## [What to work on]
Each record that follows is to be output in full, precisely as written.
-.-.-
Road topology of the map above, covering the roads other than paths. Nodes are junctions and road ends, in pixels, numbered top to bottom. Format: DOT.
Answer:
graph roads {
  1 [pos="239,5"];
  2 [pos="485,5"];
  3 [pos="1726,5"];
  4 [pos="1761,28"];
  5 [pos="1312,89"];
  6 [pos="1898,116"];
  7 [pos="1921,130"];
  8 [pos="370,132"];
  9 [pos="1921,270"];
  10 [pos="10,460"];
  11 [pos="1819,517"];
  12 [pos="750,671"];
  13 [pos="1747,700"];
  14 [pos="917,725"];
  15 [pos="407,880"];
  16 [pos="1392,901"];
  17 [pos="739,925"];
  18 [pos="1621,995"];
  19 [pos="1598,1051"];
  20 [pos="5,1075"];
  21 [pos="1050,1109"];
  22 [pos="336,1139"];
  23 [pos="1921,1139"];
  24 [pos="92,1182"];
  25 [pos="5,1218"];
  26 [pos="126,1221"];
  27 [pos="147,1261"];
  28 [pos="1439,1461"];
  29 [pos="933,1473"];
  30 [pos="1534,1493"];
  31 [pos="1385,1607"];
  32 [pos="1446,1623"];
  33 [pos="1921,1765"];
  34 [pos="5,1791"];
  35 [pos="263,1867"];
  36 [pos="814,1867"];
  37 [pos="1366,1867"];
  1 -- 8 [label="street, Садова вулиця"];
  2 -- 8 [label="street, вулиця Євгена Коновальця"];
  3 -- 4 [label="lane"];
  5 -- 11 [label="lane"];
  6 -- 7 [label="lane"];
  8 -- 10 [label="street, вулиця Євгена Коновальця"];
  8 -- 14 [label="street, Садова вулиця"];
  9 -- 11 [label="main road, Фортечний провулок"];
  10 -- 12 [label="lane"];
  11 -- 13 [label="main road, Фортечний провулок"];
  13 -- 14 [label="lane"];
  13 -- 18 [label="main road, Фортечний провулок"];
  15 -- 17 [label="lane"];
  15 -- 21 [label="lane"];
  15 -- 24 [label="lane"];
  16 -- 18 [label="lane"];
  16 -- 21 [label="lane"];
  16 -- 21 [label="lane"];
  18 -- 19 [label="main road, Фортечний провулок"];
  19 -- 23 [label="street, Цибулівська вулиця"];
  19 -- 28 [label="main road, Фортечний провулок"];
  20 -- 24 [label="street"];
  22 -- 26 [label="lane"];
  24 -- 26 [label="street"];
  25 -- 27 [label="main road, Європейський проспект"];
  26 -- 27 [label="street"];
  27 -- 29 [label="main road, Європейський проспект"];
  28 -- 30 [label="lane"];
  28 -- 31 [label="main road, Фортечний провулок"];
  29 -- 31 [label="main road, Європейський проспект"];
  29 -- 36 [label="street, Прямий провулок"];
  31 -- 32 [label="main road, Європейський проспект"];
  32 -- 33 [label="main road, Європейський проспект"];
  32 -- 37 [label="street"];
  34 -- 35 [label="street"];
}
-.-.-
## [Output below]
Road topology of the map above, covering the roads other than paths. Nodes are junctions and road ends, in pixels, numbered top to bottom. Format: DOT.
Answer:
graph roads {
  1 [pos="239,5"];
  2 [pos="485,5"];
  3 [pos="1726,5"];
  4 [pos="1761,28"];
  5 [pos="1312,89"];
  6 [pos="1898,116"];
  7 [pos="1921,130"];
  8 [pos="370,132"];
  9 [pos="1921,270"];
  10 [pos="10,460"];
  11 [pos="1819,517"];
  12 [pos="750,671"];
  13 [pos="1747,700"];
  14 [pos="917,725"];
  15 [pos="407,880"];
  16 [pos="1392,901"];
  17 [pos="739,925"];
  18 [pos="1621,995"];
  19 [pos="1598,1051"];
  20 [pos="5,1075"];
  21 [pos="1050,1109"];
  22 [pos="336,1139"];
  23 [pos="1921,1139"];
  24 [pos="92,1182"];
  25 [pos="5,1218"];
  26 [pos="126,1221"];
  27 [pos="147,1261"];
  28 [pos="1439,1461"];
  29 [pos="933,1473"];
  30 [pos="1534,1493"];
  31 [pos="1385,1607"];
  32 [pos="1446,1623"];
  33 [pos="1921,1765"];
  34 [pos="5,1791"];
  35 [pos="263,1867"];
  36 [pos="814,1867"];
  37 [pos="1366,1867"];
  1 -- 8 [label="street, Садова вулиця"];
  2 -- 8 [label="street, вулиця Євгена Коновальця"];
  3 -- 4 [label="lane"];
  5 -- 11 [label="lane"];
  6 -- 7 [label="lane"];
  8 -- 10 [label="street, вулиця Євгена Коновальця"];
  8 -- 14 [label="street, Садова вулиця"];
  9 -- 11 [label="main road, Фортечний провулок"];
  10 -- 12 [label="lane"];
  11 -- 13 [label="main road, Фортечний провулок"];
  13 -- 14 [label="lane"];
  13 -- 18 [label="main road, Фортечний провулок"];
  15 -- 17 [label="lane"];
  15 -- 21 [label="lane"];
  15 -- 24 [label="lane"];
  16 -- 18 [label="lane"];
  16 -- 21 [label="lane"];
  16 -- 21 [label="lane"];
  18 -- 19 [label="main road, Фортечний провулок"];
  19 -- 23 [label="street, Цибулівська вулиця"];
  19 -- 28 [label="main road, Фортечний провулок"];
  20 -- 24 [label="street"];
  22 -- 26 [label="lane"];
  24 -- 26 [label="street"];
  25 -- 27 [label="main road, Європейський проспект"];
  26 -- 27 [label="street"];
  27 -- 29 [label="main road, Європейський проспект"];
  28 -- 30 [label="lane"];
  28 -- 31 [label="main road, Фортечний провулок"];
  29 -- 31 [label="main road, Європейський проспект"];
  29 -- 36 [label="street, Прямий провулок"];
  31 -- 32 [label="main road, Європейський проспект"];
  32 -- 33 [label="main road, Європейський проспект"];
  32 -- 37 [label="street"];
  34 -- 35 [label="street"];
}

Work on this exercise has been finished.